▽

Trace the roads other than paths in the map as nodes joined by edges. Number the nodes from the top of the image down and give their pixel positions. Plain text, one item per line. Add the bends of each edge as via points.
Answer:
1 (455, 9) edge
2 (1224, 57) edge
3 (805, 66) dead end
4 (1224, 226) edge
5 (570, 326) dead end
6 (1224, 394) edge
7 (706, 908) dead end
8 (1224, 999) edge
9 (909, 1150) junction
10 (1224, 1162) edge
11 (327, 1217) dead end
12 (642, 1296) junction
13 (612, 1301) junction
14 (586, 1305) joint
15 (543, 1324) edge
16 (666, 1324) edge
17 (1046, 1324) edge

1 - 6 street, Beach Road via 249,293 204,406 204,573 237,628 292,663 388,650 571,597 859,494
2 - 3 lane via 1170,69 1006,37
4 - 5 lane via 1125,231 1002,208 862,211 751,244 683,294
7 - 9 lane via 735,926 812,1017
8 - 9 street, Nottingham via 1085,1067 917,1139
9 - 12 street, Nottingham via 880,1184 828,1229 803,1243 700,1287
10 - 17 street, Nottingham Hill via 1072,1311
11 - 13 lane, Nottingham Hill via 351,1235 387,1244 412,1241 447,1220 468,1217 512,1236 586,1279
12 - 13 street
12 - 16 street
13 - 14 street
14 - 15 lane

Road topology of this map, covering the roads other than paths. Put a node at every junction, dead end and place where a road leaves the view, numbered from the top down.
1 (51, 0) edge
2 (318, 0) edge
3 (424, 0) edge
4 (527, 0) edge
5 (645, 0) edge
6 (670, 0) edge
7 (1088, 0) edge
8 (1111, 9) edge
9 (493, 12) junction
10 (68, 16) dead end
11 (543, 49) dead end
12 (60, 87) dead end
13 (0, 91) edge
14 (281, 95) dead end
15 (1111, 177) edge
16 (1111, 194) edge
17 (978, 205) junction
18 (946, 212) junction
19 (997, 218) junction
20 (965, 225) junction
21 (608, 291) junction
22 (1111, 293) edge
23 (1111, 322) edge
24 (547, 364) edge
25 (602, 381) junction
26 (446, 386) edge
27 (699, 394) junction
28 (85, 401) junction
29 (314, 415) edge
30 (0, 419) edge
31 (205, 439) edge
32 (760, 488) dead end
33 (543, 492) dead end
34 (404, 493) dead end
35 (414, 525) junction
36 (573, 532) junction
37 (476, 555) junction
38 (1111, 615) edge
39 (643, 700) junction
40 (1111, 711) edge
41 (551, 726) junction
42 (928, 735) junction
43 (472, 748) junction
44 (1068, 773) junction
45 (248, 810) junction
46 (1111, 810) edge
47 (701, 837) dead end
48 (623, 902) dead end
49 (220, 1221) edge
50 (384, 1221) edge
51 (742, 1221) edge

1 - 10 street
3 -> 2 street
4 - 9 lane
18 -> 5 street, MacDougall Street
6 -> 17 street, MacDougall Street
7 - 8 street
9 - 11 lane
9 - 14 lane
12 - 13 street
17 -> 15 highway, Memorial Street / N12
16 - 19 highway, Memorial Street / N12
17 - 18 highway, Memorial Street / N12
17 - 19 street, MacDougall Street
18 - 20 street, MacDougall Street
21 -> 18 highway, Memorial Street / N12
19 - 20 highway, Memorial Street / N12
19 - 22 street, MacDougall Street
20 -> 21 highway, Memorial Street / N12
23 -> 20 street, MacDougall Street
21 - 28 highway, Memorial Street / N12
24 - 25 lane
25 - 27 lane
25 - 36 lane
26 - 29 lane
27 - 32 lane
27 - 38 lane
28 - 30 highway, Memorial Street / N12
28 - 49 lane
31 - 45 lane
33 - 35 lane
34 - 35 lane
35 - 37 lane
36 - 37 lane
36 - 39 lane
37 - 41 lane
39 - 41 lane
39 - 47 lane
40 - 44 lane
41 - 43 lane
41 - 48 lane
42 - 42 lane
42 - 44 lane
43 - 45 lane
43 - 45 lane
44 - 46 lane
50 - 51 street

△

• **WHAT IS EXPECTED**
Nothing in the records should differ from the original when you retype them.

• **EXPECTED ANSWER**
Trace the roads other than paths in the map as nodes joined by edges. Number the nodes from the top of the image down and give their pixel positions. Plain text, one item per line. Add the bends of each edge as via points.
Answer:
1 (455, 9) edge
2 (1224, 57) edge
3 (805, 66) dead end
4 (1224, 226) edge
5 (570, 326) dead end
6 (1224, 394) edge
7 (706, 908) dead end
8 (1224, 999) edge
9 (909, 1150) junction
10 (1224, 1162) edge
11 (327, 1217) dead end
12 (642, 1296) junction
13 (612, 1301) junction
14 (586, 1305) joint
15 (543, 1324) edge
16 (666, 1324) edge
17 (1046, 1324) edge

1 - 6 street, Beach Road via 249,293 204,406 204,573 237,628 292,663 388,650 571,597 859,494
2 - 3 lane via 1170,69 1006,37
4 - 5 lane via 1125,231 1002,208 862,211 751,244 683,294
7 - 9 lane via 735,926 812,1017
8 - 9 street, Nottingham via 1085,1067 917,1139
9 - 12 street, Nottingham via 880,1184 828,1229 803,1243 700,1287
10 - 17 street, Nottingham Hill via 1072,1311
11 - 13 lane, Nottingham Hill via 351,1235 387,1244 412,1241 447,1220 468,1217 512,1236 586,1279
12 - 13 street
12 - 16 street
13 - 14 street
14 - 15 lane

Road topology of this map, covering the roads other than paths. Put a node at every junction, dead end and place where a road leaves the view, numbered from the top down.
1 (51, 0) edge
2 (318, 0) edge
3 (424, 0) edge
4 (527, 0) edge
5 (645, 0) edge
6 (670, 0) edge
7 (1088, 0) edge
8 (1111, 9) edge
9 (493, 12) junction
10 (68, 16) dead end
11 (543, 49) dead end
12 (60, 87) dead end
13 (0, 91) edge
14 (281, 95) dead end
15 (1111, 177) edge
16 (1111, 194) edge
17 (978, 205) junction
18 (946, 212) junction
19 (997, 218) junction
20 (965, 225) junction
21 (608, 291) junction
22 (1111, 293) edge
23 (1111, 322) edge
24 (547, 364) edge
25 (602, 381) junction
26 (446, 386) edge
27 (699, 394) junction
28 (85, 401) junction
29 (314, 415) edge
30 (0, 419) edge
31 (205, 439) edge
32 (760, 488) dead end
33 (543, 492) dead end
34 (404, 493) dead end
35 (414, 525) junction
36 (573, 532) junction
37 (476, 555) junction
38 (1111, 615) edge
39 (643, 700) junction
40 (1111, 711) edge
41 (551, 726) junction
42 (928, 735) junction
43 (472, 748) junction
44 (1068, 773) junction
45 (248, 810) junction
46 (1111, 810) edge
47 (701, 837) dead end
48 (623, 902) dead end
49 (220, 1221) edge
50 (384, 1221) edge
51 (742, 1221) edge

1 - 10 street
3 -> 2 street
4 - 9 lane
18 -> 5 street, MacDougall Street
6 -> 17 street, MacDougall Street
7 - 8 street
9 - 11 lane
9 - 14 lane
12 - 13 street
17 -> 15 highway, Memorial Street / N12
16 - 19 highway, Memorial Street / N12
17 - 18 highway, Memorial Street / N12
17 - 19 street, MacDougall Street
18 - 20 street, MacDougall Street
21 -> 18 highway, Memorial Street / N12
19 - 20 highway, Memorial Street / N12
19 - 22 street, MacDougall Street
20 -> 21 highway, Memorial Street / N12
23 -> 20 street, MacDougall Street
21 - 28 highway, Memorial Street / N12
24 - 25 lane
25 - 27 lane
25 - 36 lane
26 - 29 lane
27 - 32 lane
27 - 38 lane
28 - 30 highway, Memorial Street / N12
28 - 49 lane
31 - 45 lane
33 - 35 lane
34 - 35 lane
35 - 37 lane
36 - 37 lane
36 - 39 lane
37 - 41 lane
39 - 41 lane
39 - 47 lane
40 - 44 lane
41 - 43 lane
41 - 48 lane
42 - 42 lane
42 - 44 lane
43 - 45 lane
43 - 45 lane
44 - 46 lane
50 - 51 street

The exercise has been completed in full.